A body stripped of skin is no longer physically attractive and unites the interior
and exterior spheres. It crossed the boundaries between physicality and psyche, between
the visually attractive and repulsive areas. This way the traditional relations between
the observer and the object are being transgressed. The painter presents in a simple and
symbolic manner things that rouse a feeling of aversion: blood, intestines, mucus.
Some of the presented works have been inspired by the paintings of such famous artists
as Botticelli, Degas or Matisse.
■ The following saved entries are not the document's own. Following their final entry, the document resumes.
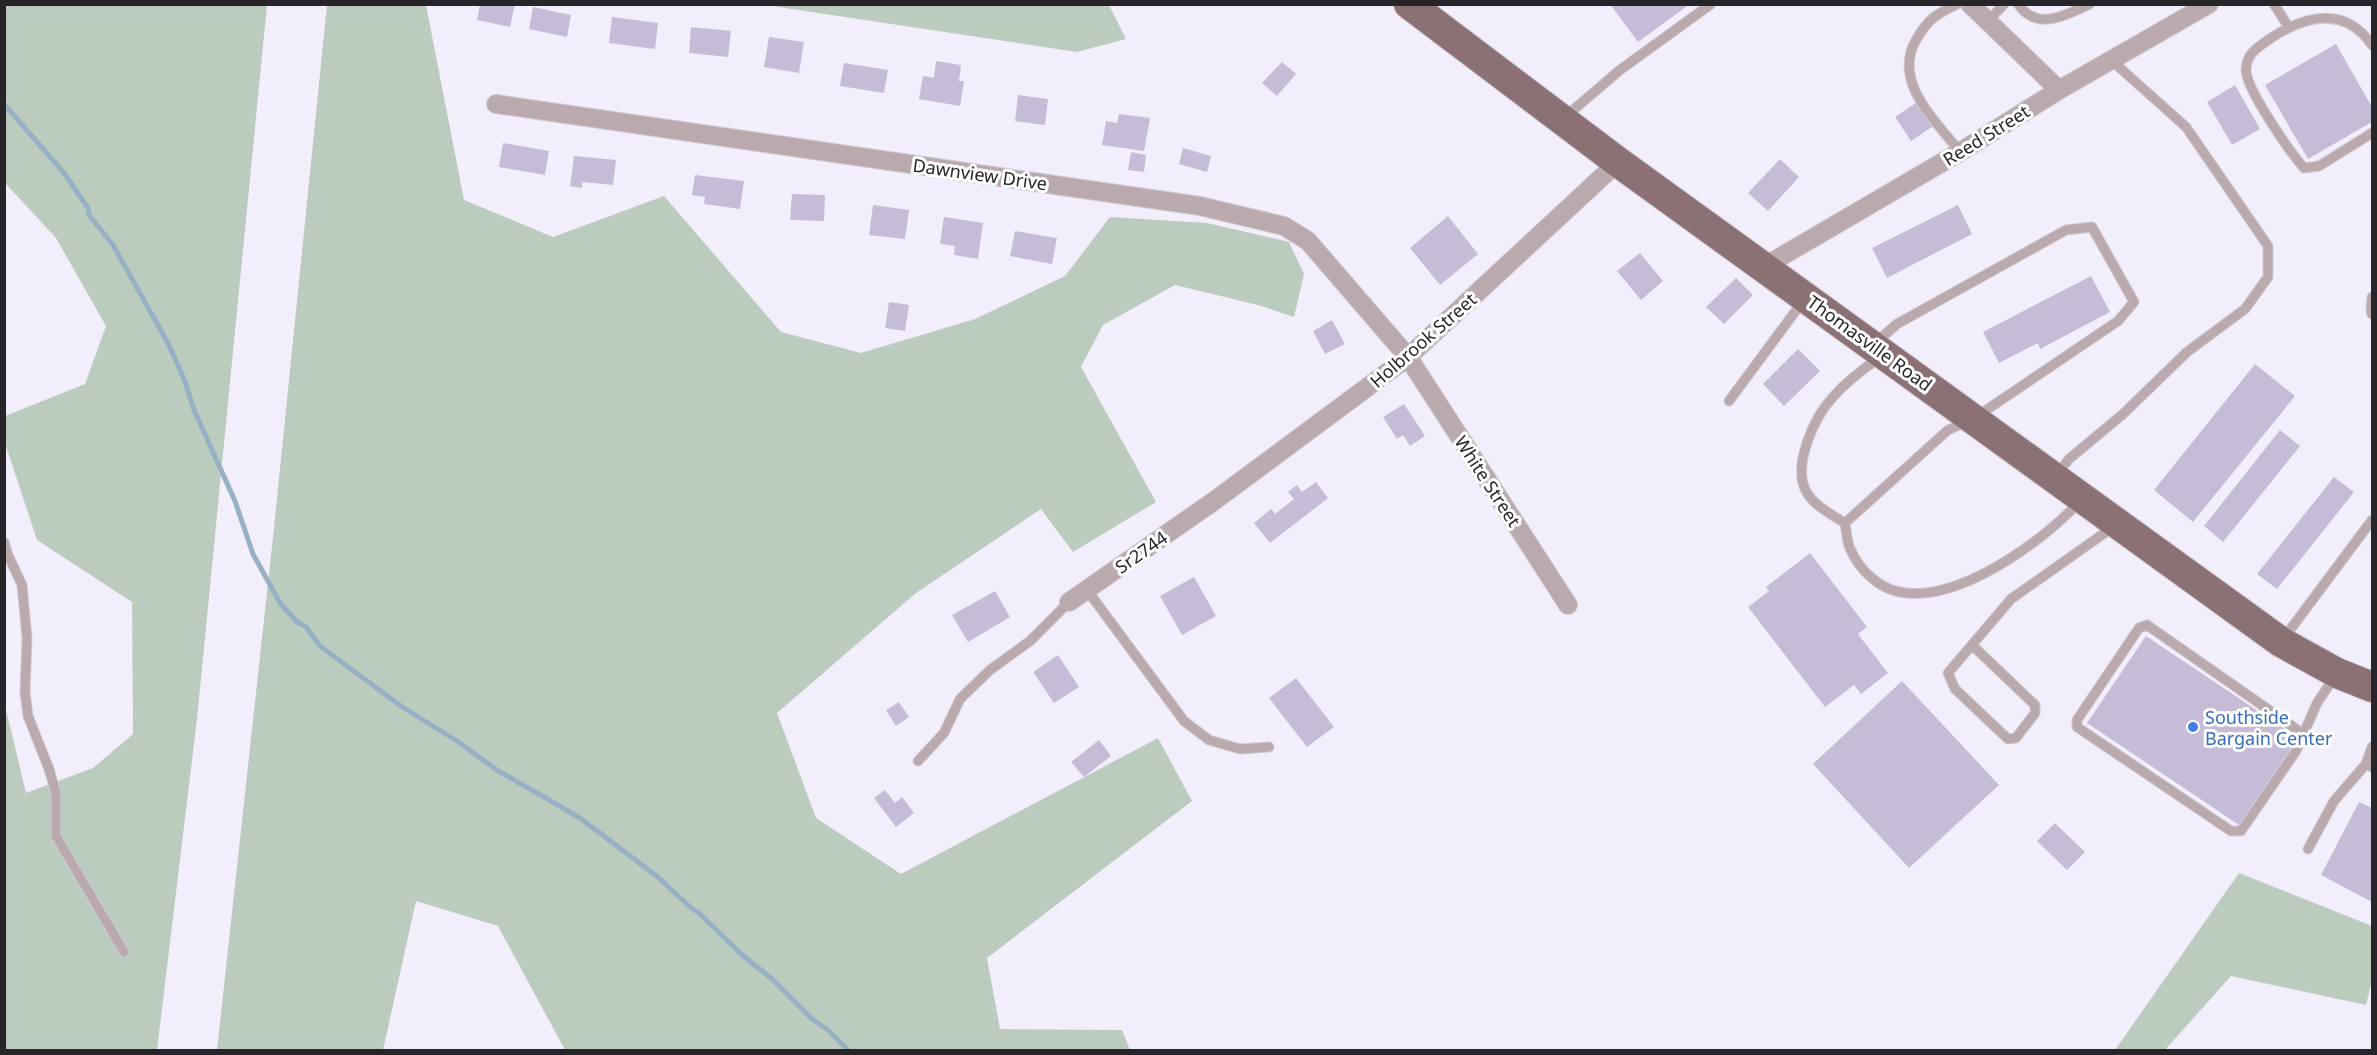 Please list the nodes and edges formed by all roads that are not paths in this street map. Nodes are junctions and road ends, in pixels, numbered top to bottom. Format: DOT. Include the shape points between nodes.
graph roads {
  1 [pos="1409,4"];
  2 [pos="1711,4"];
  3 [pos="1956,4"];
  4 [pos="1970,4"];
  5 [pos="2004,4"];
  6 [pos="2018,4"];
  7 [pos="2090,4"];
  8 [pos="2209,4"];
  9 [pos="2274,4"];
  10 [pos="1988,21"];
  11 [pos="2288,26"];
  12 [pos="2373,45"];
  13 [pos="2111,60"];
  14 [pos="2059,90"];
  15 [pos="496,104"];
  16 [pos="1562,120"];
  17 [pos="2373,133"];
  18 [pos="1960,152"];
  19 [pos="1617,162"];
  20 [pos="1764,266"];
  21 [pos="1807,297"];
  22 [pos="2373,297"];
  23 [pos="2373,314"];
  24 [pos="1878,349"];
  25 [pos="1408,357"];
  26 [pos="1729,401"];
  27 [pos="1973,418"];
  28 [pos="2054,477"];
  29 [pos="2083,498"];
  30 [pos="1214,501"];
  31 [pos="2373,520"];
  32 [pos="2117,523"];
  33 [pos="1845,524"];
  34 [pos="4,542"];
  35 [pos="1087,590"];
  36 [pos="1069,602"];
  37 [pos="1568,605"];
  38 [pos="2281,642"];
  39 [pos="1972,645"];
  40 [pos="2337,673"];
  41 [pos="2373,687"];
  42 [pos="2373,709"];
  43 [pos="2302,733"];
  44 [pos="1269,747"];
  45 [pos="2373,747"];
  46 [pos="918,761"];
  47 [pos="2369,766"];
  48 [pos="2308,849"];
  49 [pos="124,952"];
  1 -- 16 [label="main road, Thomasville Road"];
  2 -- 16 [label="lane" via="1620,70"];
  3 -- 18 [label="lane" via="1930,18 1924,26 1911,48 1908,71 1915,92"];
  4 -- 10 [label="street"];
  5 -- 10 [label="lane"];
  6 -- 7 [label="lane" via="2034,18 2047,20"];
  8 -- 13 [label="street, Reed Street"];
  9 -- 11 [label="lane"];
  10 -- 14 [label="street"];
  11 -- 12 [label="lane" via="2317,17 2341,20"];
  11 -- 17 [label="lane" via="2251,52 2246,69 2249,85 2293,155 2304,168 2319,166"];
  13 -- 14 [label="street, Reed Street"];
  13 -- 28 [label="lane" via="2186,127 2268,246 2268,277 2245,309 2187,352"];
  14 -- 18 [label="street, Reed Street"];
  15 -- 25 [label="street, Dawnview Drive" via="1200,206 1284,226 1308,241"];
  16 -- 19 [label="main road, Thomasville Road"];
  18 -- 20 [label="street, Reed Street"];
  19 -- 20 [label="main road, Thomasville Road"];
  19 -- 25 [label="street, Holbrook Street"];
  20 -- 21 [label="main road, Thomasville Road"];
  21 -- 24 [label="main road, Thomasville Road"];
  21 -- 26 [label="lane"];
  22 -- 23 [label="lane"];
  24 -- 27 [label="main road, Thomasville Road"];
  24 -- 27 [label="lane" via="1898,324 2067,230 2092,227 2134,302 2118,321"];
  24 -- 33 [label="lane" via="1865,368 1832,398 1811,432 1801,466 1805,491"];
  25 -- 30 [label="street, Holbrook Street"];
  25 -- 37 [label="street, White Street"];
  27 -- 28 [label="main road, Thomasville Road"];
  27 -- 33 [label="lane" via="1948,430"];
  28 -- 29 [label="main road, Thomasville Road"];
  29 -- 32 [label="main road, Thomasville Road"];
  29 -- 33 [label="lane" via="2061,522 1997,567 1941,591 1916,595 1885,590 1863,570 1850,547"];
  30 -- 35 [label="street, Sr2744"];
  31 -- 38 [label="lane"];
  32 -- 38 [label="main road, Thomasville Road"];
  32 -- 39 [label="lane" via="2011,599"];
  34 -- 49 [label="lane" via="22,585 28,716 56,793 56,836"];
  35 -- 36 [label="street, Sr2744"];
  35 -- 44 [label="lane" via="1184,721 1209,740 1240,749"];
  36 -- 46 [label="lane" via="1030,641 990,670 960,699 944,733"];
  38 -- 40 [label="main road, Thomasville Road"];
  39 -- 39 [label="lane" via="1948,673 1954,689 2008,739 2016,738 2036,712 2035,705"];
  40 -- 41 [label="main road, Thomasville Road"];
  40 -- 42 [label="main road, Thomasville Road"];
  40 -- 43 [label="lane"];
  43 -- 43 [label="lane" via="2148,625 2139,628 2077,720 2078,727 2231,831 2241,831 2296,751"];
  45 -- 47 [label="lane"];
  47 -- 48 [label="lane" via="2334,801"];
} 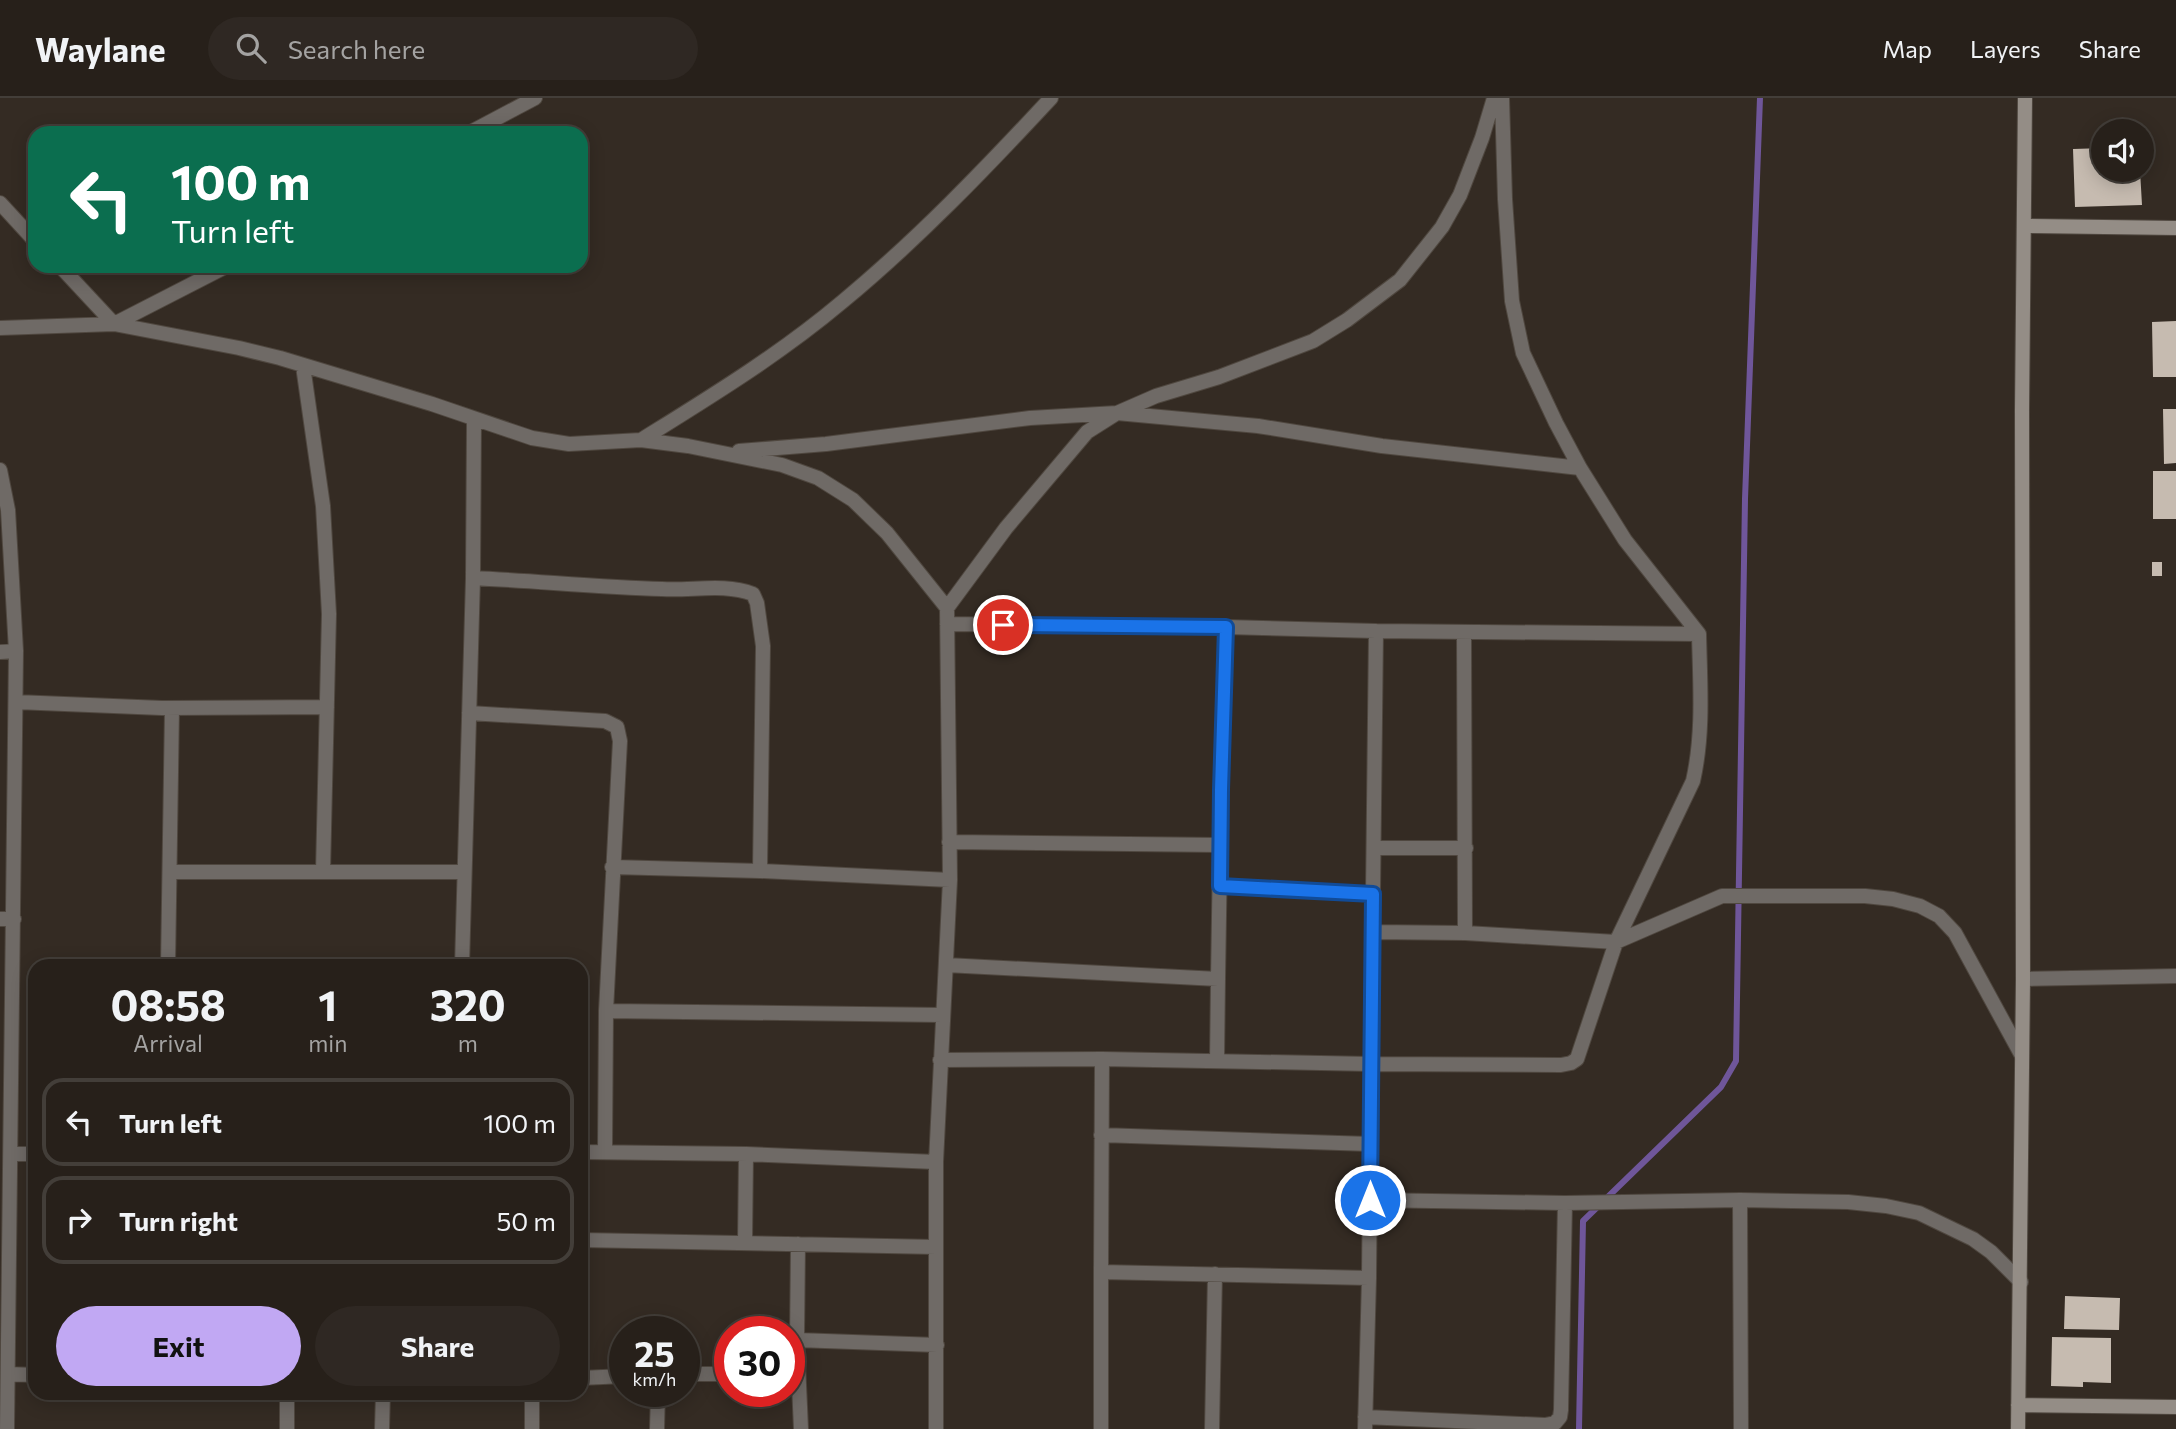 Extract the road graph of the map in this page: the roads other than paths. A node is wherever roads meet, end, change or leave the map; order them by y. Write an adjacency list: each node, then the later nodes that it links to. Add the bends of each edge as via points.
1 (535, 98): 6 (street)
2 (1051, 98): 18 (street, via 972,183 843,302 748,374)
3 (1494, 98): 16 (street, via 1460,195 1442,227 1400,281 1313,341)
4 (1502, 98): 20 (street, via 1512,301 1523,353)
5 (2025, 98): 8 (street)
6 (480, 126)
7 (0, 203): 10 (street)
8 (2025, 226): 9 (street); 56 (street)
9 (2176, 228)
10 (28, 233)
11 (67, 273): 13 (street)
12 (213, 273): 13 (street)
13 (114, 324): 14 (street); 15 (street, via 239,348)
14 (0, 328)
15 (303, 366): 17 (street); 32 (street, via 323,517 329,614)
16 (1117, 413): 19 (street, via 1030,418); 20 (street, via 1258,426 1382,446); 23 (street, via 1087,432 1006,528)
17 (474, 419): 18 (street, via 532,438 569,444); 22 (street)
18 (640, 440): 19 (street)
19 (720, 453): 23 (street, via 782,465 818,478 853,500 887,533)
20 (1580, 468): 28 (street, via 1625,540)
21 (0, 470): 29 (street, via 8,510)
22 (473, 578): 34 (street); 40 (street, via 742,589 753,594 763,646)
23 (947, 608): 24 (street)
24 (947, 624): 25 (street); 35 (street)
25 (1226, 627): 26 (street); 36 (street)
26 (1376, 631): 27 (street); 37 (street)
27 (1464, 632): 28 (street); 38 (street)
28 (1699, 634): 50 (street, via 1701,727 1693,781)
29 (16, 650): 30 (street); 31 (street)
30 (0, 652)
31 (16, 702): 33 (street); 47 (street)
32 (327, 707): 33 (street); 42 (street)
33 (172, 708): 41 (street)
34 (469, 713): 39 (street, via 606,721 617,727); 43 (street)
35 (949, 842): 36 (street); 44 (street)
36 (1220, 845): 45 (street)
37 (1374, 848): 38 (street); 46 (street)
38 (1466, 848): 49 (street)
39 (612, 867): 40 (street); 57 (street)
40 (760, 871): 44 (street)
41 (170, 872): 42 (street); 51 (street)
42 (323, 872): 43 (street)
43 (463, 872): 52 (street)
44 (950, 880): 53 (street)
45 (1220, 886): 46 (street); 55 (street)
46 (1373, 894): 48 (street)
47 (7, 919): 68 (street)
48 (1373, 932): 49 (street); 63 (street)
49 (1465, 933): 50 (street)
50 (1616, 942): 59 (street, via 1710,899 1733,894 1865,896 1920,906 1939,916 1955,933); 63 (street, via 1580,1052 1571,1063)
51 (168, 959)
52 (462, 959)
53 (947, 965): 55 (street); 58 (street)
54 (2176, 976): 56 (street)
55 (1218, 979): 62 (street)
56 (2023, 979): 59 (street)
57 (606, 1011): 58 (street); 67 (street)
58 (943, 1015): 61 (street)
59 (2022, 1056): 83 (street)
60 (1102, 1059): 61 (street); 62 (street); 64 (street)
61 (940, 1060): 71 (street)
62 (1217, 1061): 63 (street)
63 (1371, 1064): 65 (street)
64 (1101, 1135): 65 (street); 79 (street)
65 (1370, 1144): 72 (street)
66 (588, 1152): 67 (street)
67 (605, 1152): 70 (street)
68 (12, 1154): 69 (street); 80 (street)
69 (28, 1154)
70 (746, 1154): 71 (street); 76 (street)
71 (936, 1162): 78 (street)
72 (1370, 1200): 74 (street); 82 (street)
73 (1740, 1200): 74 (street); 83 (street, via 1848,1202 1919,1213 1973,1239); 108 (street)
74 (1565, 1203): 98 (street, via 1561,1410 1555,1423)
75 (588, 1240): 76 (street)
76 (746, 1243): 77 (street)
77 (798, 1244): 78 (street); 84 (street)
78 (936, 1247): 86 (street)
79 (1101, 1272): 81 (street); 106 (street)
80 (5, 1274): 87 (street)
81 (1215, 1274): 82 (street); 107 (street)
82 (1369, 1278): 98 (street)
83 (2021, 1282): 94 (street)
84 (797, 1316)
85 (805, 1340): 86 (street)
86 (937, 1345): 105 (street)
87 (8, 1374): 88 (street); 99 (street)
88 (28, 1375)
89 (609, 1377): 90 (street)
90 (588, 1378)
91 (287, 1400): 100 (street)
92 (383, 1400): 101 (street)
93 (532, 1400): 102 (street)
94 (2018, 1405): 97 (street); 109 (street)
95 (658, 1407): 103 (street)
96 (798, 1407): 104 (street)
97 (2176, 1407)
98 (1366, 1423)
99 (7, 1429)
100 (287, 1429)
101 (382, 1429)
102 (532, 1429)
103 (657, 1429)
104 (801, 1429)
105 (936, 1429)
106 (1101, 1429)
107 (1212, 1429)
108 (1741, 1429)
109 (2018, 1429)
However on their works the body is shown as a sexual
object whereas on Leszczynska's paintings the body is deprived of anything that may make
it desirable. More over all the bodies stripped of the exterior shield look alike,
the barriers of race, denomination or sexual orientation disappear. A skinned human body
is only and more than a symbol, that is why the figures are not painted too precisely.
Such technique emphasises the conventionality of limits which separate bodies from mind
and soul.

The painter is impressed by the human extreme emotions (like fear, joyfulness or pleasure)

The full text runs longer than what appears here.